Expendable - James Alan Gardner [39]
The first cut had to be vertical—less chance of hitting a major vein or artery. Blood spurted as I worked the knife, but after that it slowed. I hoped that was a good sign.
My vision was clouding. Didn’t matter. If I screwed this up, what was the difference?
No. There was a difference.
The medical kit contained no tracheotomy tube, but it did have an esophageal airway. The airway was so wide. Who had the nerve to cut a hole that big in someone’s throat?
I did. I had the nerve.
My head was spinning. My eyes wouldn’t focus. I pulled what I hoped was an ampoule of blood coagulant from the medical kit and sprayed it around the incision. I didn’t know if I’d killed my friend. I’d die without knowing.
I thought, Yarrun, don’t hate me. I don’t want to be hated.
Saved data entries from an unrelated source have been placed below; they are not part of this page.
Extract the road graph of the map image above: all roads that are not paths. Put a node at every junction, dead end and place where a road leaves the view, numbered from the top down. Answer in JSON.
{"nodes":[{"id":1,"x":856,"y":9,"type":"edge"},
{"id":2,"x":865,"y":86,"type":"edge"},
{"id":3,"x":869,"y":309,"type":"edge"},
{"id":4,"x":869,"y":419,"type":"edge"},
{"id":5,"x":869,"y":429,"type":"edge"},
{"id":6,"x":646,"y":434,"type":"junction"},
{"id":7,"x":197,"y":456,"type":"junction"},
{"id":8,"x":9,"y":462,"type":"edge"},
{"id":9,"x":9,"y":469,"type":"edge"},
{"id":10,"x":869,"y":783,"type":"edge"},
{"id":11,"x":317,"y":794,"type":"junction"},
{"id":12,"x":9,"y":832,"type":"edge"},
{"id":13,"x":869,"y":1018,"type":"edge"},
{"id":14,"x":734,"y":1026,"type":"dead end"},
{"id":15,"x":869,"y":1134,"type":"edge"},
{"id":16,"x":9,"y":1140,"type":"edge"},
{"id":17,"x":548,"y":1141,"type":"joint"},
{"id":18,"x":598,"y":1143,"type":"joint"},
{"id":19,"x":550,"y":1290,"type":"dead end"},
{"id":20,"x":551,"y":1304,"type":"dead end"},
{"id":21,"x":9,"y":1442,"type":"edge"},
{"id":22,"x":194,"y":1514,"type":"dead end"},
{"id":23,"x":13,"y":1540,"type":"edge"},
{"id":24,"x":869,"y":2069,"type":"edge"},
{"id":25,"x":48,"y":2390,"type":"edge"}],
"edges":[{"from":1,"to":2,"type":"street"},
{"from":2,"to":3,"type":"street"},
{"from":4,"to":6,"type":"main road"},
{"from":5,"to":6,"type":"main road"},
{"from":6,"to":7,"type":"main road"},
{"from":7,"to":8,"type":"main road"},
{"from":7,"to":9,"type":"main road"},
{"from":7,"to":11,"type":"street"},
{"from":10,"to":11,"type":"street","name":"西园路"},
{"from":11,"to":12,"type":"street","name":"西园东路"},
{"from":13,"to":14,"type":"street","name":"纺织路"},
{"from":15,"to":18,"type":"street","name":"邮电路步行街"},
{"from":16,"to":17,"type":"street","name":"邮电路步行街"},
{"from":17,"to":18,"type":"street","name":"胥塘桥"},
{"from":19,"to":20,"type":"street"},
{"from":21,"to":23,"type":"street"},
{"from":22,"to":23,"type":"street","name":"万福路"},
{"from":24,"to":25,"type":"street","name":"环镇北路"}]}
Then I thought, Shit, here I go.
Oh Shit.
Part VI
AWAKENING
Up
Up. Fight.
Fight. Harder.
Up. Up.
Light.
Here.
Ow, Shit
My head was pounding.
My throat felt raw and shredded.
Swallowing was like being clawed by some angry animal. As soon as I swallowed, I felt the urge to swallow again; surely, it couldn’t hurt as much as the last time.
But it could.
Ow. Shit.
I was alive.
Alive
I was sprawled facedown, still in my tightsuit. The suit stank of urine and worse, but the blue OK light still glowed on the inside of my visor: no breach in the suit’s skin, and at least an hour of canned air left. For what it was worth, the suit’s monitors considered me in perfect health.
Monitors are stupid. I tried swallowing again, and regretted it.
Sloshing inside the suit, I pushed myself up to my hands and knees. My body cast an elongated shadow across the grass of the field; sunset was coming. We had landed an hour or two after sunrise and the season was early fall, so I’d been unconscious nine or ten hours.
And nothing had eaten me all that time. What a wimp-ass planet.
A moment later, a stab of memory jolted me. In a panic, I scrambled to my feet and looked left, right, all around.
Yarrun was gone.
Searching
The Bumbler and the medical kit still lay where I’d dropped them. The scalpel…the empty drug ampoule…even the esophageal airway I thought I had inserted into Yarrun’s throat…everything was there except Yarrun. Flecks of dried blood dotted the grass where he had lain, but he was nowhere to be seen.
From reflex, I tapped my throat transceiver and called, “Yarrun! Yarrun!”
My words stayed muffled in my suit. Usually, I heard some trickle of feedback on my audio receiver, a tinny echo of my broadcast voice. This time, there was no such echo.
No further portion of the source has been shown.